■ **Problem description**:
I need the number of lines in the data that include "Canarias"; reply with that number alone.

■ **Given information**:

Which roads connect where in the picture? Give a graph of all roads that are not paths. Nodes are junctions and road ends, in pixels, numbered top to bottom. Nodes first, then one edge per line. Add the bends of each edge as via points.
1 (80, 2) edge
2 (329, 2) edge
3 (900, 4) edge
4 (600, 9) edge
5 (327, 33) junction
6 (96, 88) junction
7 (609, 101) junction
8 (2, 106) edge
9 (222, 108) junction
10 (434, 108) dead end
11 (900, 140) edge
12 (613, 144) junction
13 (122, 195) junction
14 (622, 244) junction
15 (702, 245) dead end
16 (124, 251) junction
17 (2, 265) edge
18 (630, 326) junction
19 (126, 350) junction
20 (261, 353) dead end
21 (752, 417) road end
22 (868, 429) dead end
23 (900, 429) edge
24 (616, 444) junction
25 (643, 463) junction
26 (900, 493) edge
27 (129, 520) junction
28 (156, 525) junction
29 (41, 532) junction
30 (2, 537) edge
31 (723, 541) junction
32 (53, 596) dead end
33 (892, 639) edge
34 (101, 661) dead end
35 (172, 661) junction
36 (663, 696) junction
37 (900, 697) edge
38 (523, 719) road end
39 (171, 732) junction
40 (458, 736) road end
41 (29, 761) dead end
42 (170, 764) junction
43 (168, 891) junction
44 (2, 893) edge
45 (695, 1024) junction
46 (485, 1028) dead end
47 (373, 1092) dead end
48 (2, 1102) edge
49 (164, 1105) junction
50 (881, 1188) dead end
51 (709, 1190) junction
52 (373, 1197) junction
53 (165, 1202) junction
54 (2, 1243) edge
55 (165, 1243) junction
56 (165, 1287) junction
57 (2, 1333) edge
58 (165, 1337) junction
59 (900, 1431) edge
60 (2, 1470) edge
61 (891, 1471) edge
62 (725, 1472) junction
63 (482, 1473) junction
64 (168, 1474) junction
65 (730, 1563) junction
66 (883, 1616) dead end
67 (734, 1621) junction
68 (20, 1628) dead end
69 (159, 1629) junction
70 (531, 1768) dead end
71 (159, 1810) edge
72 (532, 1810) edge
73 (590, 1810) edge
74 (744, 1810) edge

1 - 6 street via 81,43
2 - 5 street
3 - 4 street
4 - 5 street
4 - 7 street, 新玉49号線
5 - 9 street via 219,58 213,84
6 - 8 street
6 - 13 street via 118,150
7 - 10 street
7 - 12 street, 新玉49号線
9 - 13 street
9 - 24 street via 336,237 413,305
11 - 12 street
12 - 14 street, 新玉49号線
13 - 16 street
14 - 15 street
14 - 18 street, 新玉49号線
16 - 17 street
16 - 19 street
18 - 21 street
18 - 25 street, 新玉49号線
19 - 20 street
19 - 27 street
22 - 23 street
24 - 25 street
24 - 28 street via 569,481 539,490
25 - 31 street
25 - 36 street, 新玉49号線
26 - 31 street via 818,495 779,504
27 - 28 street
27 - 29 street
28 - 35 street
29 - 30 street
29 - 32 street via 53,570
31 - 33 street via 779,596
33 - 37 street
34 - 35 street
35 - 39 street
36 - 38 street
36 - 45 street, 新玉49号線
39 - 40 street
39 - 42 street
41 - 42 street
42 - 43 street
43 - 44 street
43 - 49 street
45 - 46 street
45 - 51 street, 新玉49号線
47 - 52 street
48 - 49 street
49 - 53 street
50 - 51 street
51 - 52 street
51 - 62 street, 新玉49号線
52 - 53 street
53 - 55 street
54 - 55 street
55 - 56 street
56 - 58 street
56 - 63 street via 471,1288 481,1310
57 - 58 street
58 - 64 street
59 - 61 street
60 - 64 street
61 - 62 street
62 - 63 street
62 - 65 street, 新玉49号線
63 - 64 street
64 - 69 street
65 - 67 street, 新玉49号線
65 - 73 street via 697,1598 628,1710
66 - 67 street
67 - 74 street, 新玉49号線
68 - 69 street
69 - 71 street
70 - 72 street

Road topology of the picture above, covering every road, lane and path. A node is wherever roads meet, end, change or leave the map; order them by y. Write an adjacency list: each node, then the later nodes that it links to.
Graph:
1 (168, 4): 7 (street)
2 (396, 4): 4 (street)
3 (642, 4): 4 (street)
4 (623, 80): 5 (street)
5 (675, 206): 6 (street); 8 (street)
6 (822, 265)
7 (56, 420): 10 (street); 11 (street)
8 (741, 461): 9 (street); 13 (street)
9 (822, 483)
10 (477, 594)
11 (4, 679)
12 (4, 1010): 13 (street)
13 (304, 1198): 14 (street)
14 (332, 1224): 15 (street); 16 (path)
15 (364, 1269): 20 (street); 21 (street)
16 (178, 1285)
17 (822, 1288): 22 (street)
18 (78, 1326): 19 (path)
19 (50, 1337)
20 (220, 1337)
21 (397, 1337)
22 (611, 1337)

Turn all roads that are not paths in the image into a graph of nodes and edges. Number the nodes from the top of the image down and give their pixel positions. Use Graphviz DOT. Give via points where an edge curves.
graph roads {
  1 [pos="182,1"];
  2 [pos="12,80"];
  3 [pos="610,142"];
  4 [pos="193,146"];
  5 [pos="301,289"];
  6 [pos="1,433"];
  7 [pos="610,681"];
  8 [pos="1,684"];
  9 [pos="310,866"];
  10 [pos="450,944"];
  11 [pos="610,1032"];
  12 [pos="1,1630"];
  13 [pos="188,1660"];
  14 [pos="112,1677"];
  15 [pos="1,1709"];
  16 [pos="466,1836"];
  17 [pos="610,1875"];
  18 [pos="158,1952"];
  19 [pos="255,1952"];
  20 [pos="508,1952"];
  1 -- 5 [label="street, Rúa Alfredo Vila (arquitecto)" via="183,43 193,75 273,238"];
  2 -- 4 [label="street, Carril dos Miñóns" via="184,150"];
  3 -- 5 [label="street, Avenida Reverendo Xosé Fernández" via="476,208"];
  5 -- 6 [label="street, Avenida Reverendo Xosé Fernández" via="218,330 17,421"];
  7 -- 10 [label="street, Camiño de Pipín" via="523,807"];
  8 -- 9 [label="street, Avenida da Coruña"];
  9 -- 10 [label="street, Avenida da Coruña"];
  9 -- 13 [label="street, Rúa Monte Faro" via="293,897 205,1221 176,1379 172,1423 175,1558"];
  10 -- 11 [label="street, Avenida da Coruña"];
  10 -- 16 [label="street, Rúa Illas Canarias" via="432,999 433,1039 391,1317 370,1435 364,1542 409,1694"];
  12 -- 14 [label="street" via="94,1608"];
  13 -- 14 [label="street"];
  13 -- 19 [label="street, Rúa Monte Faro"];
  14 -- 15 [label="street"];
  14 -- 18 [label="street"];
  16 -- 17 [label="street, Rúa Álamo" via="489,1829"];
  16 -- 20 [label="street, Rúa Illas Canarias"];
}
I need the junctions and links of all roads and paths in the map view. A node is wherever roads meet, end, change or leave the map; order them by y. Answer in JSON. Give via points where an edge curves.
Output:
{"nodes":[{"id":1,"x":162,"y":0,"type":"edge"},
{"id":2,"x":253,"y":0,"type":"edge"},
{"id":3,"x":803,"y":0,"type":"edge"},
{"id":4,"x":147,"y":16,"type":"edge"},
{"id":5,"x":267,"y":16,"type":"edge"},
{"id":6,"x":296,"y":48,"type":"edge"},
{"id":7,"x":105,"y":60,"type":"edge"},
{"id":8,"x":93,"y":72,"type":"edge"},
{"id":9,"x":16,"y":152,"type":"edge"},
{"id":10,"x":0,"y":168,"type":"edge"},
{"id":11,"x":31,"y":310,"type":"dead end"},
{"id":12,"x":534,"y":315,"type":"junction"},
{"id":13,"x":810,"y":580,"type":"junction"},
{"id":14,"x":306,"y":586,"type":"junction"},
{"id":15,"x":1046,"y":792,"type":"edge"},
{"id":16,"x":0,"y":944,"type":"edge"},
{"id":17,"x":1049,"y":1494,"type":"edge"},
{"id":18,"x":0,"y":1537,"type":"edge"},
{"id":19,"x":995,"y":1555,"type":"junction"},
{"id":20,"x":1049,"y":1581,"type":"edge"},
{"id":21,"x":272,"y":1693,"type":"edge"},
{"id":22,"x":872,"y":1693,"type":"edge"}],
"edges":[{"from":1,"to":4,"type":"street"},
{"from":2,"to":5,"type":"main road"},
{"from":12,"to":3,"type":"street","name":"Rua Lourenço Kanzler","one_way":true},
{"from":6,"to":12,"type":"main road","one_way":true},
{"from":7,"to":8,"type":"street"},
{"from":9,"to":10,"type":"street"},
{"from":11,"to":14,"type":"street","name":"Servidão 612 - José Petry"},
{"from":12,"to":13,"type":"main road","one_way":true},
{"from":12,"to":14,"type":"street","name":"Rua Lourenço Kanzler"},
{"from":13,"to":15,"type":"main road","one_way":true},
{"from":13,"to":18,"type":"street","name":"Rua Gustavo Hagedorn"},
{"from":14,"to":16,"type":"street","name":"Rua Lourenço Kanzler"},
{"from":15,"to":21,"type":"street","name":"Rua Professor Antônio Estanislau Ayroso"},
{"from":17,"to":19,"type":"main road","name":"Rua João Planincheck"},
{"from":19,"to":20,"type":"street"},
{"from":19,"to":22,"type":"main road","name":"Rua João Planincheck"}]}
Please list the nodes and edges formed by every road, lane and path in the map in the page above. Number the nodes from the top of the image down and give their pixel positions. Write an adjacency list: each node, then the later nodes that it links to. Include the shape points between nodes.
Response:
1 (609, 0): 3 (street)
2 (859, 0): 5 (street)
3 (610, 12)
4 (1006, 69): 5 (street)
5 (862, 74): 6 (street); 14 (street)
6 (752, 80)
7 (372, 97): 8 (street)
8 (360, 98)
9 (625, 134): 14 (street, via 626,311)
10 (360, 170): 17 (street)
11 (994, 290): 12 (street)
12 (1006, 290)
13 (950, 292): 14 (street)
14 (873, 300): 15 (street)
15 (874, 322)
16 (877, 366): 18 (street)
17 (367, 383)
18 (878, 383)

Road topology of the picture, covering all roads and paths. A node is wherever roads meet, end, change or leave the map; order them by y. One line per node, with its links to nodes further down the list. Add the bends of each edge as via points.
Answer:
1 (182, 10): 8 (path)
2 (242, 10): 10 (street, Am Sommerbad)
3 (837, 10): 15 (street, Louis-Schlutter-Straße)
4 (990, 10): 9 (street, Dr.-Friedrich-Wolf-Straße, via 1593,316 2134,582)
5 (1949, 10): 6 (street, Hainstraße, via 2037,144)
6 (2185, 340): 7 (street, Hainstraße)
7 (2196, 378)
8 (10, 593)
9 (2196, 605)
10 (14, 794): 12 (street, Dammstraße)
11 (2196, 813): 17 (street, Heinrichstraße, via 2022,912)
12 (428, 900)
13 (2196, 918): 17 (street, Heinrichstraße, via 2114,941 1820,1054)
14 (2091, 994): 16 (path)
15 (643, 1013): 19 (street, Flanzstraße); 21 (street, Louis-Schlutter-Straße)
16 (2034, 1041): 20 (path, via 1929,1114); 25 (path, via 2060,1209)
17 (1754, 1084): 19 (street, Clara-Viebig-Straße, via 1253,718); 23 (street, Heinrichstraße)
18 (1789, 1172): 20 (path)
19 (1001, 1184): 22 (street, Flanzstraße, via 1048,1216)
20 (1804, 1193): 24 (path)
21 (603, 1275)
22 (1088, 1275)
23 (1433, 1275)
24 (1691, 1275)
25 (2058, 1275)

■ **Reply**:
2